■ YOUR ASSIGNMENT
Type out all the records once more, exactly.

■ PROVIDED RECORDS
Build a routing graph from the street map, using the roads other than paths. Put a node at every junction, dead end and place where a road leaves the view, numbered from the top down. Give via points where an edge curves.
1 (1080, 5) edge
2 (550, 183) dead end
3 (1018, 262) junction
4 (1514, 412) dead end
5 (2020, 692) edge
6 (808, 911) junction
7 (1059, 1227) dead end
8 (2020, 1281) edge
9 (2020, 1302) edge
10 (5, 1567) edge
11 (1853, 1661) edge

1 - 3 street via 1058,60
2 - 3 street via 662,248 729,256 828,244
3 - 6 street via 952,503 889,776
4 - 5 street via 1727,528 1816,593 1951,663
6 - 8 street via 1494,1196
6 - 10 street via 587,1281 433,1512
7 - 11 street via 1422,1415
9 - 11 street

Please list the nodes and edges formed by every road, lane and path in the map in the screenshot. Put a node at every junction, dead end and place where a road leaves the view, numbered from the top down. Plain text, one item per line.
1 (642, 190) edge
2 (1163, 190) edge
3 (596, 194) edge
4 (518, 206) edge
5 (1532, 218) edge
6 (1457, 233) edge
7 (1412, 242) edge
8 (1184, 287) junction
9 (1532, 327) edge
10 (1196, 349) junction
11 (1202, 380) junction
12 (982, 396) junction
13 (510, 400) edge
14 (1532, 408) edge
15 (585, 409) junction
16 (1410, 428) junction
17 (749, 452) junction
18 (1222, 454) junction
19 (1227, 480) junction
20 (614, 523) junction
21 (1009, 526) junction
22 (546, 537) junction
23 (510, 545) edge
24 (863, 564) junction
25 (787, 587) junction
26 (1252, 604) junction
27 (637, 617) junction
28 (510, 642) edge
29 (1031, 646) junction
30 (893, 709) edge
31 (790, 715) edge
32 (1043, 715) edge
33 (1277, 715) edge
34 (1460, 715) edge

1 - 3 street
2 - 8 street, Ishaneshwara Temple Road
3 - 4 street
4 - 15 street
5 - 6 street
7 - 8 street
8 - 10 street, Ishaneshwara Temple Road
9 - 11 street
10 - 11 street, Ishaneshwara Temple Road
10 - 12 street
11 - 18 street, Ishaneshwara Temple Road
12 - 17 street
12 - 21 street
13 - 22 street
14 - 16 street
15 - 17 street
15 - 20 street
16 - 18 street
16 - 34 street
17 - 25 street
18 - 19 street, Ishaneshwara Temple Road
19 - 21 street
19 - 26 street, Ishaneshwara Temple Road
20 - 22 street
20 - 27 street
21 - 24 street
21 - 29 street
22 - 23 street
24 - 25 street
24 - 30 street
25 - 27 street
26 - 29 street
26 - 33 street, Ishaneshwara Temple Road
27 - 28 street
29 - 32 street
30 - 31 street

■ REPLY TO THE EXERCISE
Build a routing graph from the street map, using the roads other than paths. Put a node at every junction, dead end and place where a road leaves the view, numbered from the top down. Give via points where an edge curves.
1 (1080, 5) edge
2 (550, 183) dead end
3 (1018, 262) junction
4 (1514, 412) dead end
5 (2020, 692) edge
6 (808, 911) junction
7 (1059, 1227) dead end
8 (2020, 1281) edge
9 (2020, 1302) edge
10 (5, 1567) edge
11 (1853, 1661) edge

1 - 3 street via 1058,60
2 - 3 street via 662,248 729,256 828,244
3 - 6 street via 952,503 889,776
4 - 5 street via 1727,528 1816,593 1951,663
6 - 8 street via 1494,1196
6 - 10 street via 587,1281 433,1512
7 - 11 street via 1422,1415
9 - 11 street

Please list the nodes and edges formed by every road, lane and path in the map in the screenshot. Put a node at every junction, dead end and place where a road leaves the view, numbered from the top down. Plain text, one item per line.
1 (642, 190) edge
2 (1163, 190) edge
3 (596, 194) edge
4 (518, 206) edge
5 (1532, 218) edge
6 (1457, 233) edge
7 (1412, 242) edge
8 (1184, 287) junction
9 (1532, 327) edge
10 (1196, 349) junction
11 (1202, 380) junction
12 (982, 396) junction
13 (510, 400) edge
14 (1532, 408) edge
15 (585, 409) junction
16 (1410, 428) junction
17 (749, 452) junction
18 (1222, 454) junction
19 (1227, 480) junction
20 (614, 523) junction
21 (1009, 526) junction
22 (546, 537) junction
23 (510, 545) edge
24 (863, 564) junction
25 (787, 587) junction
26 (1252, 604) junction
27 (637, 617) junction
28 (510, 642) edge
29 (1031, 646) junction
30 (893, 709) edge
31 (790, 715) edge
32 (1043, 715) edge
33 (1277, 715) edge
34 (1460, 715) edge

1 - 3 street
2 - 8 street, Ishaneshwara Temple Road
3 - 4 street
4 - 15 street
5 - 6 street
7 - 8 street
8 - 10 street, Ishaneshwara Temple Road
9 - 11 street
10 - 11 street, Ishaneshwara Temple Road
10 - 12 street
11 - 18 street, Ishaneshwara Temple Road
12 - 17 street
12 - 21 street
13 - 22 street
14 - 16 street
15 - 17 street
15 - 20 street
16 - 18 street
16 - 34 street
17 - 25 street
18 - 19 street, Ishaneshwara Temple Road
19 - 21 street
19 - 26 street, Ishaneshwara Temple Road
20 - 22 street
20 - 27 street
21 - 24 street
21 - 29 street
22 - 23 street
24 - 25 street
24 - 30 street
25 - 27 street
26 - 29 street
26 - 33 street, Ishaneshwara Temple Road
27 - 28 street
29 - 32 street
30 - 31 street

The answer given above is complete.